ASSIGNED TASK: Give the entries again exactly, every one of them.

[Saved data entries]

——

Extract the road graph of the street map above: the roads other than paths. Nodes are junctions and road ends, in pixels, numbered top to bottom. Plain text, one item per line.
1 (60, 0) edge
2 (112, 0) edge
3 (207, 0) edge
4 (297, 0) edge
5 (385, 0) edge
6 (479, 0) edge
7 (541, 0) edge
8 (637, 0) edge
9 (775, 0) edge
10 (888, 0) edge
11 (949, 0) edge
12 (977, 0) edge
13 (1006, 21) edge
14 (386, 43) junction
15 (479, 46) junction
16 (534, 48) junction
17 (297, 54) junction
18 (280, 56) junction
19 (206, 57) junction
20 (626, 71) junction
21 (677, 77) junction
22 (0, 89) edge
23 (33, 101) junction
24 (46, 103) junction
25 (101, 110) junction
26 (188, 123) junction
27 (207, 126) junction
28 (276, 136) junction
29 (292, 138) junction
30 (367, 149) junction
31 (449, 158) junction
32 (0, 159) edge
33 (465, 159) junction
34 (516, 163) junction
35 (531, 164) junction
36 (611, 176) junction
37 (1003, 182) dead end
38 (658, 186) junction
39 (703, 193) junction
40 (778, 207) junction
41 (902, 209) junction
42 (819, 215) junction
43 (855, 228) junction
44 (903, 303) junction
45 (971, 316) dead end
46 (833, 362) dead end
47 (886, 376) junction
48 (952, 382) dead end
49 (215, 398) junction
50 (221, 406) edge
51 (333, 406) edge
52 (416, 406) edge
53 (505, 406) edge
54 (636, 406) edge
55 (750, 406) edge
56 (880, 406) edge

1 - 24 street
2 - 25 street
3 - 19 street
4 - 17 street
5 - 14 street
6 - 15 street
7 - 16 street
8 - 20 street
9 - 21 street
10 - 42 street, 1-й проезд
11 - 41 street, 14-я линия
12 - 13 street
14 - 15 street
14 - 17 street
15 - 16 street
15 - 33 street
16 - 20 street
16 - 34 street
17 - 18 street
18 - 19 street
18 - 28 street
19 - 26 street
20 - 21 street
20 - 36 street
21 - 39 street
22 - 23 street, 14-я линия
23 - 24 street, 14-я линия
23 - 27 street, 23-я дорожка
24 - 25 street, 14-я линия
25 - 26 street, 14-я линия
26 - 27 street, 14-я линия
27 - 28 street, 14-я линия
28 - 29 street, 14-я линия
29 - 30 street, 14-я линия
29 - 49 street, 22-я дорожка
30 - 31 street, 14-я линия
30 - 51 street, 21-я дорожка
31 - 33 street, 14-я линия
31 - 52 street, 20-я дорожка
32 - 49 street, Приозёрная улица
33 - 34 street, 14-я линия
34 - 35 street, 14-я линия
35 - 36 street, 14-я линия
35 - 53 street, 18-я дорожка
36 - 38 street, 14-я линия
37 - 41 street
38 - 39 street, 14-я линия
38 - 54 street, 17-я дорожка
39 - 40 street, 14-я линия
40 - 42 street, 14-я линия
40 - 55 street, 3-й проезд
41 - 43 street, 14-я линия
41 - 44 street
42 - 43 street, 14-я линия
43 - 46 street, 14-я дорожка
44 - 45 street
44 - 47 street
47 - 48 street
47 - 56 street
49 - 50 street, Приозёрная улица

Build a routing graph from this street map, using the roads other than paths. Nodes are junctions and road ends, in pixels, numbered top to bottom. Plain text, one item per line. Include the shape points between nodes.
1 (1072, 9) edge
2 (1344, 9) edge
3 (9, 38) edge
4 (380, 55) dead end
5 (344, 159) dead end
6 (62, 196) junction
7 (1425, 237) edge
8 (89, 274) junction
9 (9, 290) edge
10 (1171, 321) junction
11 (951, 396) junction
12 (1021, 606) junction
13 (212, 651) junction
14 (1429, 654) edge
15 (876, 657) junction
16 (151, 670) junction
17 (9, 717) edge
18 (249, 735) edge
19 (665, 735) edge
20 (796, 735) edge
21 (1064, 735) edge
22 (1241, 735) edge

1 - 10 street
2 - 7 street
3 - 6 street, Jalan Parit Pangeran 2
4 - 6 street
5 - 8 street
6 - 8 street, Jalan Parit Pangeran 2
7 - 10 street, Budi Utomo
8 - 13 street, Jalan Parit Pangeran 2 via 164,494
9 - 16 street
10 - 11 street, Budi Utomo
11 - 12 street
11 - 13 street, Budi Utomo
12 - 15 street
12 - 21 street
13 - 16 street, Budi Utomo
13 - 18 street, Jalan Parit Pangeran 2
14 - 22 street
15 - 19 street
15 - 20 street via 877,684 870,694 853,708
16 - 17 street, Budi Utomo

——

ANSWER SECTION:
Extract the road graph of the street map above: the roads other than paths. Nodes are junctions and road ends, in pixels, numbered top to bottom. Plain text, one item per line.
1 (60, 0) edge
2 (112, 0) edge
3 (207, 0) edge
4 (297, 0) edge
5 (385, 0) edge
6 (479, 0) edge
7 (541, 0) edge
8 (637, 0) edge
9 (775, 0) edge
10 (888, 0) edge
11 (949, 0) edge
12 (977, 0) edge
13 (1006, 21) edge
14 (386, 43) junction
15 (479, 46) junction
16 (534, 48) junction
17 (297, 54) junction
18 (280, 56) junction
19 (206, 57) junction
20 (626, 71) junction
21 (677, 77) junction
22 (0, 89) edge
23 (33, 101) junction
24 (46, 103) junction
25 (101, 110) junction
26 (188, 123) junction
27 (207, 126) junction
28 (276, 136) junction
29 (292, 138) junction
30 (367, 149) junction
31 (449, 158) junction
32 (0, 159) edge
33 (465, 159) junction
34 (516, 163) junction
35 (531, 164) junction
36 (611, 176) junction
37 (1003, 182) dead end
38 (658, 186) junction
39 (703, 193) junction
40 (778, 207) junction
41 (902, 209) junction
42 (819, 215) junction
43 (855, 228) junction
44 (903, 303) junction
45 (971, 316) dead end
46 (833, 362) dead end
47 (886, 376) junction
48 (952, 382) dead end
49 (215, 398) junction
50 (221, 406) edge
51 (333, 406) edge
52 (416, 406) edge
53 (505, 406) edge
54 (636, 406) edge
55 (750, 406) edge
56 (880, 406) edge

1 - 24 street
2 - 25 street
3 - 19 street
4 - 17 street
5 - 14 street
6 - 15 street
7 - 16 street
8 - 20 street
9 - 21 street
10 - 42 street, 1-й проезд
11 - 41 street, 14-я линия
12 - 13 street
14 - 15 street
14 - 17 street
15 - 16 street
15 - 33 street
16 - 20 street
16 - 34 street
17 - 18 street
18 - 19 street
18 - 28 street
19 - 26 street
20 - 21 street
20 - 36 street
21 - 39 street
22 - 23 street, 14-я линия
23 - 24 street, 14-я линия
23 - 27 street, 23-я дорожка
24 - 25 street, 14-я линия
25 - 26 street, 14-я линия
26 - 27 street, 14-я линия
27 - 28 street, 14-я линия
28 - 29 street, 14-я линия
29 - 30 street, 14-я линия
29 - 49 street, 22-я дорожка
30 - 31 street, 14-я линия
30 - 51 street, 21-я дорожка
31 - 33 street, 14-я линия
31 - 52 street, 20-я дорожка
32 - 49 street, Приозёрная улица
33 - 34 street, 14-я линия
34 - 35 street, 14-я линия
35 - 36 street, 14-я линия
35 - 53 street, 18-я дорожка
36 - 38 street, 14-я линия
37 - 41 street
38 - 39 street, 14-я линия
38 - 54 street, 17-я дорожка
39 - 40 street, 14-я линия
40 - 42 street, 14-я линия
40 - 55 street, 3-й проезд
41 - 43 street, 14-я линия
41 - 44 street
42 - 43 street, 14-я линия
43 - 46 street, 14-я дорожка
44 - 45 street
44 - 47 street
47 - 48 street
47 - 56 street
49 - 50 street, Приозёрная улица

Build a routing graph from this street map, using the roads other than paths. Nodes are junctions and road ends, in pixels, numbered top to bottom. Plain text, one item per line. Include the shape points between nodes.
1 (1072, 9) edge
2 (1344, 9) edge
3 (9, 38) edge
4 (380, 55) dead end
5 (344, 159) dead end
6 (62, 196) junction
7 (1425, 237) edge
8 (89, 274) junction
9 (9, 290) edge
10 (1171, 321) junction
11 (951, 396) junction
12 (1021, 606) junction
13 (212, 651) junction
14 (1429, 654) edge
15 (876, 657) junction
16 (151, 670) junction
17 (9, 717) edge
18 (249, 735) edge
19 (665, 735) edge
20 (796, 735) edge
21 (1064, 735) edge
22 (1241, 735) edge

1 - 10 street
2 - 7 street
3 - 6 street, Jalan Parit Pangeran 2
4 - 6 street
5 - 8 street
6 - 8 street, Jalan Parit Pangeran 2
7 - 10 street, Budi Utomo
8 - 13 street, Jalan Parit Pangeran 2 via 164,494
9 - 16 street
10 - 11 street, Budi Utomo
11 - 12 street
11 - 13 street, Budi Utomo
12 - 15 street
12 - 21 street
13 - 16 street, Budi Utomo
13 - 18 street, Jalan Parit Pangeran 2
14 - 22 street
15 - 19 street
15 - 20 street via 877,684 870,694 853,708
16 - 17 street, Budi Utomo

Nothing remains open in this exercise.